(Dataset items)
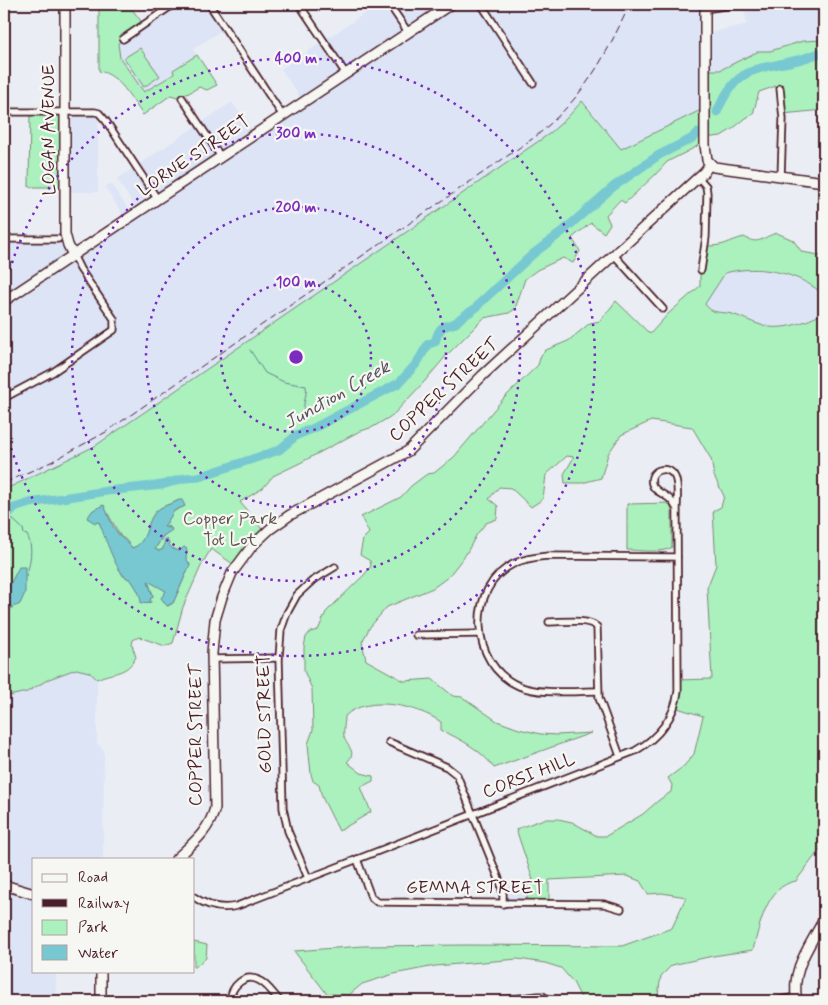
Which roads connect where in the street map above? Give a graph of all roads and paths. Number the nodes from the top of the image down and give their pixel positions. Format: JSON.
{"nodes":[{"id":1,"x":65,"y":4,"type":"edge"},
{"id":2,"x":174,"y":4,"type":"edge"},
{"id":3,"x":209,"y":4,"type":"edge"},
{"id":4,"x":299,"y":4,"type":"edge"},
{"id":5,"x":390,"y":4,"type":"edge"},
{"id":6,"x":451,"y":4,"type":"edge"},
{"id":7,"x":480,"y":4,"type":"edge"},
{"id":8,"x":737,"y":4,"type":"edge"},
{"id":9,"x":705,"y":7,"type":"edge"},
{"id":10,"x":408,"y":32,"type":"junction"},
{"id":11,"x":123,"y":39,"type":"dead end"},
{"id":12,"x":346,"y":74,"type":"junction"},
{"id":13,"x":533,"y":82,"type":"dead end"},
{"id":14,"x":780,"y":88,"type":"dead end"},
{"id":15,"x":182,"y":98,"type":"dead end"},
{"id":16,"x":4,"y":112,"type":"edge"},
{"id":17,"x":64,"y":112,"type":"junction"},
{"id":18,"x":283,"y":116,"type":"junction"},
{"id":19,"x":221,"y":157,"type":"junction"},
{"id":20,"x":710,"y":164,"type":"junction"},
{"id":21,"x":781,"y":176,"type":"junction"},
{"id":22,"x":698,"y":177,"type":"junction"},
{"id":23,"x":824,"y":182,"type":"edge"},
{"id":24,"x":158,"y":200,"type":"junction"},
{"id":25,"x":4,"y":239,"type":"edge"},
{"id":26,"x":58,"y":239,"type":"dead end"},
{"id":27,"x":73,"y":255,"type":"junction"},
{"id":28,"x":614,"y":255,"type":"junction"},
{"id":29,"x":700,"y":270,"type":"dead end"},
{"id":30,"x":4,"y":301,"type":"edge"},
{"id":31,"x":663,"y":309,"type":"dead end"},
{"id":32,"x":4,"y":398,"type":"edge"},
{"id":33,"x":677,"y":509,"type":"junction"},
{"id":34,"x":677,"y":557,"type":"junction"},
{"id":35,"x":335,"y":567,"type":"dead end"},
{"id":36,"x":549,"y":622,"type":"dead end"},
{"id":37,"x":480,"y":634,"type":"junction"},
{"id":38,"x":416,"y":635,"type":"dead end"},
{"id":39,"x":279,"y":658,"type":"junction"},
{"id":40,"x":212,"y":659,"type":"junction"},
{"id":41,"x":598,"y":691,"type":"junction"},
{"id":42,"x":389,"y":742,"type":"dead end"},
{"id":43,"x":620,"y":756,"type":"junction"},
{"id":44,"x":473,"y":814,"type":"junction"},
{"id":45,"x":177,"y":858,"type":"edge"},
{"id":46,"x":357,"y":859,"type":"junction"},
{"id":47,"x":308,"y":878,"type":"junction"},
{"id":48,"x":4,"y":885,"type":"edge"},
{"id":49,"x":32,"y":893,"type":"edge"},
{"id":50,"x":195,"y":898,"type":"edge"},
{"id":51,"x":503,"y":904,"type":"junction"},
{"id":52,"x":621,"y":909,"type":"dead end"},
{"id":53,"x":824,"y":919,"type":"edge"},
{"id":54,"x":101,"y":972,"type":"edge"},
{"id":55,"x":796,"y":999,"type":"edge"},
{"id":56,"x":101,"y":1001,"type":"edge"},
{"id":57,"x":230,"y":1001,"type":"edge"},
{"id":58,"x":280,"y":1001,"type":"edge"},
{"id":59,"x":496,"y":1001,"type":"edge"},
{"id":60,"x":551,"y":1001,"type":"edge"},
{"id":61,"x":775,"y":1001,"type":"edge"}],
"edges":[{"from":1,"to":17,"type":"street","name":"LOGAN AVENUE"},
{"from":2,"to":11,"type":"street"},
{"from":3,"to":18,"type":"street"},
{"from":4,"to":12,"type":"street"},
{"from":5,"to":10,"type":"street"},
{"from":6,"to":10,"type":"street","name":"LORNE STREET"},
{"from":7,"to":13,"type":"street"},
{"from":8,"to":9,"type":"street"},
{"from":9,"to":20,"type":"street"},
{"from":10,"to":12,"type":"street","name":"LORNE STREET"},
{"from":12,"to":18,"type":"street","name":"LORNE STREET"},
{"from":14,"to":21,"type":"street"},
{"from":15,"to":19,"type":"street"},
{"from":16,"to":17,"type":"street"},
{"from":17,"to":24,"type":"street"},
{"from":17,"to":27,"type":"street","name":"LOGAN AVENUE"},
{"from":18,"to":19,"type":"street","name":"LORNE STREET"},
{"from":19,"to":24,"type":"street","name":"LORNE STREET"},
{"from":20,"to":21,"type":"street"},
{"from":20,"to":22,"type":"street","name":"COPPER STREET"},
{"from":21,"to":23,"type":"street"},
{"from":22,"to":28,"type":"street","name":"COPPER STREET"},
{"from":22,"to":29,"type":"street"},
{"from":24,"to":27,"type":"street","name":"LORNE STREET"},
{"from":25,"to":26,"type":"street"},
{"from":27,"to":30,"type":"street","name":"LORNE STREET"},
{"from":27,"to":32,"type":"street"},
{"from":28,"to":31,"type":"street"},
{"from":28,"to":40,"type":"street","name":"COPPER STREET"},
{"from":33,"to":33,"type":"street","name":"CORSI HILL"},
{"from":33,"to":34,"type":"street","name":"CORSI HILL"},
{"from":34,"to":37,"type":"street"},
{"from":34,"to":43,"type":"street","name":"CORSI HILL"},
{"from":35,"to":39,"type":"street","name":"GOLD STREET"},
{"from":36,"to":41,"type":"street"},
{"from":37,"to":38,"type":"street"},
{"from":37,"to":41,"type":"street"},
{"from":39,"to":40,"type":"street"},
{"from":39,"to":47,"type":"street","name":"GOLD STREET"},
{"from":40,"to":45,"type":"street","name":"COPPER STREET"},
{"from":41,"to":43,"type":"street"},
{"from":42,"to":44,"type":"street"},
{"from":43,"to":44,"type":"street","name":"CORSI HILL"},
{"from":44,"to":46,"type":"street","name":"CORSI HILL"},
{"from":44,"to":51,"type":"street"},
{"from":46,"to":47,"type":"street","name":"CORSI HILL"},
{"from":46,"to":51,"type":"street","name":"GEMMA STREET"},
{"from":47,"to":50,"type":"street","name":"CORSI HILL"},
{"from":48,"to":49,"type":"street"},
{"from":51,"to":52,"type":"street","name":"GEMMA STREET"},
{"from":53,"to":55,"type":"street"},
{"from":54,"to":56,"type":"street"},
{"from":55,"to":61,"type":"street"},
{"from":57,"to":58,"type":"street"},
{"from":59,"to":60,"type":"street"}]}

Problem to work on
For each line in the data above that contains the string "LORNE", extract the line.

Result of this exercise
{"from":6,"to":10,"type":"street","name":"LORNE STREET"},
{"from":10,"to":12,"type":"street","name":"LORNE STREET"},
{"from":12,"to":18,"type":"street","name":"LORNE STREET"},
{"from":18,"to":19,"type":"street","name":"LORNE STREET"},
{"from":19,"to":24,"type":"street","name":"LORNE STREET"},
{"from":24,"to":27,"type":"street","name":"LORNE STREET"},
{"from":27,"to":30,"type":"street","name":"LORNE STREET"},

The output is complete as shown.